Task:
Print all the records exactly, please.

════

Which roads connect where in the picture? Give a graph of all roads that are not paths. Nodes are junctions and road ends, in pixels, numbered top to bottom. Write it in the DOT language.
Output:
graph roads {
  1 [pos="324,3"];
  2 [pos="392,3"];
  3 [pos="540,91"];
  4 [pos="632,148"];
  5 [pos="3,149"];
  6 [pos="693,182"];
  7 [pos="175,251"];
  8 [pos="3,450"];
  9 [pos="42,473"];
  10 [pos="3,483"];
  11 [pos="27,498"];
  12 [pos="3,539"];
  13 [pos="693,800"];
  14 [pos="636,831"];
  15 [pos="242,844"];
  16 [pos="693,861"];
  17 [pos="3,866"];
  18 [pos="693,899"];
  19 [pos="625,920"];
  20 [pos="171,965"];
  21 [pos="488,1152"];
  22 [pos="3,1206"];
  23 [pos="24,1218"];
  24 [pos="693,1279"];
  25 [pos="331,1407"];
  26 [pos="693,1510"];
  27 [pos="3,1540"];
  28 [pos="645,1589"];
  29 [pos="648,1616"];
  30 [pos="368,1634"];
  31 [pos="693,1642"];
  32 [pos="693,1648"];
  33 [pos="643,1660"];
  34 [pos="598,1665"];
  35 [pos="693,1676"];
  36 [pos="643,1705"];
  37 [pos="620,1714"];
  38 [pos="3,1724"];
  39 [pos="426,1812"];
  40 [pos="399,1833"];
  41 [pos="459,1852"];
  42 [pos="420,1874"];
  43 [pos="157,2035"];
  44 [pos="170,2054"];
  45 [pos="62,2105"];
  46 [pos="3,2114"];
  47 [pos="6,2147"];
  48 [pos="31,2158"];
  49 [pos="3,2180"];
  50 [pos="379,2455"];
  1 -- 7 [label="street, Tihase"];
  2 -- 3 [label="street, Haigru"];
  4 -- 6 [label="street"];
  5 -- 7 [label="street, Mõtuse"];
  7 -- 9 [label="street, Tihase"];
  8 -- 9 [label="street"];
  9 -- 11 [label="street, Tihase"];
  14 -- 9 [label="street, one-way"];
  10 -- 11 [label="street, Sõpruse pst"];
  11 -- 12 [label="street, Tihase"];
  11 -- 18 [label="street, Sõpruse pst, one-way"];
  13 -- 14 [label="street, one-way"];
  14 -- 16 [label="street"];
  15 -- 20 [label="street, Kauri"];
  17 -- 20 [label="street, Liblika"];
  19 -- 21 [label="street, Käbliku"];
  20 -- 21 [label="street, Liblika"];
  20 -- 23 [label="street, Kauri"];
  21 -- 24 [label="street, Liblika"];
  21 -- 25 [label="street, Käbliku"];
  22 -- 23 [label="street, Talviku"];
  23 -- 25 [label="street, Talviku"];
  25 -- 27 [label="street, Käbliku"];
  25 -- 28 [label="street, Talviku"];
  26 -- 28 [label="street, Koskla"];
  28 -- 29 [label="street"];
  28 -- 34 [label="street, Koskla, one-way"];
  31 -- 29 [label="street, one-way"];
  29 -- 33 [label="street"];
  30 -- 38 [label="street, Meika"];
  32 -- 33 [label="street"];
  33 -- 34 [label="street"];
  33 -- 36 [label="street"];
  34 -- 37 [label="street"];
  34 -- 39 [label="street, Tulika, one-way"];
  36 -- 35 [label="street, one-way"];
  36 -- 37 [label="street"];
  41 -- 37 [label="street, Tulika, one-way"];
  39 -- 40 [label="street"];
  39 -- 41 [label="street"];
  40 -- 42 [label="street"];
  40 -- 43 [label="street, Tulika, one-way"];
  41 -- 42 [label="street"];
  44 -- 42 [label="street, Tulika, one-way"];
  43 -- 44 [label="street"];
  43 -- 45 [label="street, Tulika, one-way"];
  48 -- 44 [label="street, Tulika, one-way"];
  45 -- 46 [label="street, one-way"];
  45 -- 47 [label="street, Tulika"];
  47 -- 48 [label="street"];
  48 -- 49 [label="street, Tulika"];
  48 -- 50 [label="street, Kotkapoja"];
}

════

Finished task:
Which roads connect where in the picture? Give a graph of all roads that are not paths. Nodes are junctions and road ends, in pixels, numbered top to bottom. Write it in the DOT language.
Output:
graph roads {
  1 [pos="324,3"];
  2 [pos="392,3"];
  3 [pos="540,91"];
  4 [pos="632,148"];
  5 [pos="3,149"];
  6 [pos="693,182"];
  7 [pos="175,251"];
  8 [pos="3,450"];
  9 [pos="42,473"];
  10 [pos="3,483"];
  11 [pos="27,498"];
  12 [pos="3,539"];
  13 [pos="693,800"];
  14 [pos="636,831"];
  15 [pos="242,844"];
  16 [pos="693,861"];
  17 [pos="3,866"];
  18 [pos="693,899"];
  19 [pos="625,920"];
  20 [pos="171,965"];
  21 [pos="488,1152"];
  22 [pos="3,1206"];
  23 [pos="24,1218"];
  24 [pos="693,1279"];
  25 [pos="331,1407"];
  26 [pos="693,1510"];
  27 [pos="3,1540"];
  28 [pos="645,1589"];
  29 [pos="648,1616"];
  30 [pos="368,1634"];
  31 [pos="693,1642"];
  32 [pos="693,1648"];
  33 [pos="643,1660"];
  34 [pos="598,1665"];
  35 [pos="693,1676"];
  36 [pos="643,1705"];
  37 [pos="620,1714"];
  38 [pos="3,1724"];
  39 [pos="426,1812"];
  40 [pos="399,1833"];
  41 [pos="459,1852"];
  42 [pos="420,1874"];
  43 [pos="157,2035"];
  44 [pos="170,2054"];
  45 [pos="62,2105"];
  46 [pos="3,2114"];
  47 [pos="6,2147"];
  48 [pos="31,2158"];
  49 [pos="3,2180"];
  50 [pos="379,2455"];
  1 -- 7 [label="street, Tihase"];
  2 -- 3 [label="street, Haigru"];
  4 -- 6 [label="street"];
  5 -- 7 [label="street, Mõtuse"];
  7 -- 9 [label="street, Tihase"];
  8 -- 9 [label="street"];
  9 -- 11 [label="street, Tihase"];
  14 -- 9 [label="street, one-way"];
  10 -- 11 [label="street, Sõpruse pst"];
  11 -- 12 [label="street, Tihase"];
  11 -- 18 [label="street, Sõpruse pst, one-way"];
  13 -- 14 [label="street, one-way"];
  14 -- 16 [label="street"];
  15 -- 20 [label="street, Kauri"];
  17 -- 20 [label="street, Liblika"];
  19 -- 21 [label="street, Käbliku"];
  20 -- 21 [label="street, Liblika"];
  20 -- 23 [label="street, Kauri"];
  21 -- 24 [label="street, Liblika"];
  21 -- 25 [label="street, Käbliku"];
  22 -- 23 [label="street, Talviku"];
  23 -- 25 [label="street, Talviku"];
  25 -- 27 [label="street, Käbliku"];
  25 -- 28 [label="street, Talviku"];
  26 -- 28 [label="street, Koskla"];
  28 -- 29 [label="street"];
  28 -- 34 [label="street, Koskla, one-way"];
  31 -- 29 [label="street, one-way"];
  29 -- 33 [label="street"];
  30 -- 38 [label="street, Meika"];
  32 -- 33 [label="street"];
  33 -- 34 [label="street"];
  33 -- 36 [label="street"];
  34 -- 37 [label="street"];
  34 -- 39 [label="street, Tulika, one-way"];
  36 -- 35 [label="street, one-way"];
  36 -- 37 [label="street"];
  41 -- 37 [label="street, Tulika, one-way"];
  39 -- 40 [label="street"];
  39 -- 41 [label="street"];
  40 -- 42 [label="street"];
  40 -- 43 [label="street, Tulika, one-way"];
  41 -- 42 [label="street"];
  44 -- 42 [label="street, Tulika, one-way"];
  43 -- 44 [label="street"];
  43 -- 45 [label="street, Tulika, one-way"];
  48 -- 44 [label="street, Tulika, one-way"];
  45 -- 46 [label="street, one-way"];
  45 -- 47 [label="street, Tulika"];
  47 -- 48 [label="street"];
  48 -- 49 [label="street, Tulika"];
  48 -- 50 [label="street, Kotkapoja"];
}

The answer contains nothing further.